« Charlie Chaplin, L’Homme Orchestre. »

Charlie Chaplin, le résistant au cinéma parlant de 1927… et à la parole… Celui qui comprend que le silence parle parfois plus fort que tous les mots, que tout est dit en un geste, que corps, danse, rythme et son peuvent être orchestrés dans un chef d’œuvre ultime. La voix de Charlot sort pourtant -enfin- en 1936 dans Les Temps Modernes. Chaplin commence sa carrière tôt sur les planches à quatorze ans, et c’est grâce à son demi-frère aîné Sydney qu’il entre à dix-huit ans dans la troupe de Fred Karno. Il apprend la pantomime et s’exerce au violon.

Charlot débute en 1914 et seulement quatre ans après est connu aux quatre coins du monde. Ce qui le distingue, le génie des Temps Modernes serait ce fil intérieur qui le guide: la poésie au-delà du comique. Son corps en équilibre instable, constamment mu par des forces contraires… Parodie incessante du monde, Charlie Chaplin est aussi l’homme à tout faire ou l’homme orchestre; acteur, directeur, musicien, compositeur… mais aussi l’artiste avant-gardiste ayant prédit le fonctionnement interne des guerres dans Le Dictateur et le parodier par excellence, à titre d’exemple Carmen de Bizet dans Charlot joue Carmen.

Une silhouette au langage universel dont l’humour est féroce mais dont la violence finit par s’imbiber d’un halo de poésie… De plus, de par son apparence unique, Chaplin est l’incarnation d’une culture populaire comprise de tous. Dans ses films, il base sa trame sur la musique, langage universel.

Charlot s’entête à s’enfermer dans son mutisme. ‘Je ne peux pas souffrir le parlant et je déteste l’idée de la couleur,’ affirme-t-il dans une entrevue en 1931. Il connaît pourtant aussi la critique: ‘Si Charlie tient à garder ce qu’il appelle la grande beauté du silence, il ne lui reste qu’à s’enfermer dans une cellule d’ermite ou de se faire moine.’ -Al Jonson répond à Charlot, Ciné Miroir 1929. En 1940, son film Le Dictateur se termine avec la phrase ‘tu dois parler,’ comme une urgence aussi bien historique que personnelle…

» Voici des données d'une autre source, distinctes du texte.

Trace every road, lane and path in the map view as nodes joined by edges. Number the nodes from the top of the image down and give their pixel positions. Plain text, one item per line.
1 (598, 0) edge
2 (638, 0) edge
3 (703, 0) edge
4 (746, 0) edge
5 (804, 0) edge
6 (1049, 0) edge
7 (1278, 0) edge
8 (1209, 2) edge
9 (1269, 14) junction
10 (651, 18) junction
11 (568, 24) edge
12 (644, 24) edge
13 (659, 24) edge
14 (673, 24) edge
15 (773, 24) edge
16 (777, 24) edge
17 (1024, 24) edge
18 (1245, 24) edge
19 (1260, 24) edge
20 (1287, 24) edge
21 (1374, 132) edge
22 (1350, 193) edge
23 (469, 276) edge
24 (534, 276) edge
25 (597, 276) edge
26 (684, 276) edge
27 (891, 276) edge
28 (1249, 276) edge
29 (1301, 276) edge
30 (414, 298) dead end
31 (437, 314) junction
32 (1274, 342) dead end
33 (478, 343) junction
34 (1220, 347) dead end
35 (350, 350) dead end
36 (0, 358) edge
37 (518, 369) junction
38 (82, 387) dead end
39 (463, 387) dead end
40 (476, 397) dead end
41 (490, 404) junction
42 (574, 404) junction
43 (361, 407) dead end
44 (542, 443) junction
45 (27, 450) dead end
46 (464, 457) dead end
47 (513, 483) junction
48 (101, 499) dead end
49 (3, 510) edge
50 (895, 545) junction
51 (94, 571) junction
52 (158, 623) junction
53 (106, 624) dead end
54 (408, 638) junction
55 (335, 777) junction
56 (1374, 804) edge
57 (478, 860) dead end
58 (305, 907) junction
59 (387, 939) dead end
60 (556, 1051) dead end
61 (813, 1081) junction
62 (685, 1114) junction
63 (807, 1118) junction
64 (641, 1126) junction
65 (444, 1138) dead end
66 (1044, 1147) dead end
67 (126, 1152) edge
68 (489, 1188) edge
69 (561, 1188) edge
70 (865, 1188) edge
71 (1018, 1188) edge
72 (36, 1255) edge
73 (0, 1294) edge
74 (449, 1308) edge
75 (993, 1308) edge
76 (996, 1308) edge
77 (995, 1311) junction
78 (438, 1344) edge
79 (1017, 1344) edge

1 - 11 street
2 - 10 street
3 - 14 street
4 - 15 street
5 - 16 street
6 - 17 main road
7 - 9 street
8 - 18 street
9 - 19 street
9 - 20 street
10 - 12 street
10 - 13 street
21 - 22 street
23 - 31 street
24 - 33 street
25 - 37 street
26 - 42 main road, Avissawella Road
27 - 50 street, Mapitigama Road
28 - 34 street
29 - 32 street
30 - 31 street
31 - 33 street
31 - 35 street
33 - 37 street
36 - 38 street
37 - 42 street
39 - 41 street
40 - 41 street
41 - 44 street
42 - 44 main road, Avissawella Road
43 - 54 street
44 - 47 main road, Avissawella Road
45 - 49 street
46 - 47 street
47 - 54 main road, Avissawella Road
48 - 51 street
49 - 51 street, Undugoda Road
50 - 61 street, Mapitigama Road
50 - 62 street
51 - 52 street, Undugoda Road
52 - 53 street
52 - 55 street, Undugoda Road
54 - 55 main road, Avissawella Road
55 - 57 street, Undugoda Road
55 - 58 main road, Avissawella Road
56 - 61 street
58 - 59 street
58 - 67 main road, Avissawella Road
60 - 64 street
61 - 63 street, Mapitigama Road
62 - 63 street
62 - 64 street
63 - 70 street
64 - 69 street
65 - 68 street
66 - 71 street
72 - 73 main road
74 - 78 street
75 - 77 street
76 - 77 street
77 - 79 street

Toutefois, une phrase dans la presse demeure et défie le temps: ‘Charlie Chaplin n’a pas à parler pour être compris. Il n’a qu’à paraître et à penser quelque chose.’ -L’Art de Charlie Chaplin, Mon Ciné, 1925. Le thème ‘Smile,’ qu’il a composé, est repris par plus de cinquante artistes de par le monde. ‘Smile, though your heart is aching. Smile, even though it’s breaking. When there are clouds in the sky, you’ll get by.’

Une canne, un chapeau, les mouvements saccadés d’un corps à contre-temps, de l’humour et les airs de violon d’un poète au cœur. Charlot. Et les temps modernes s’en souviennent. ‘Un jour sans rire est un jour perdu,’ -a day without laughter is a day wasted.-


*Exposition: Charlie Chaplin, L’Homme Orchestre. Philarmonie de Paris, 221 Jean Jaurès, Paris.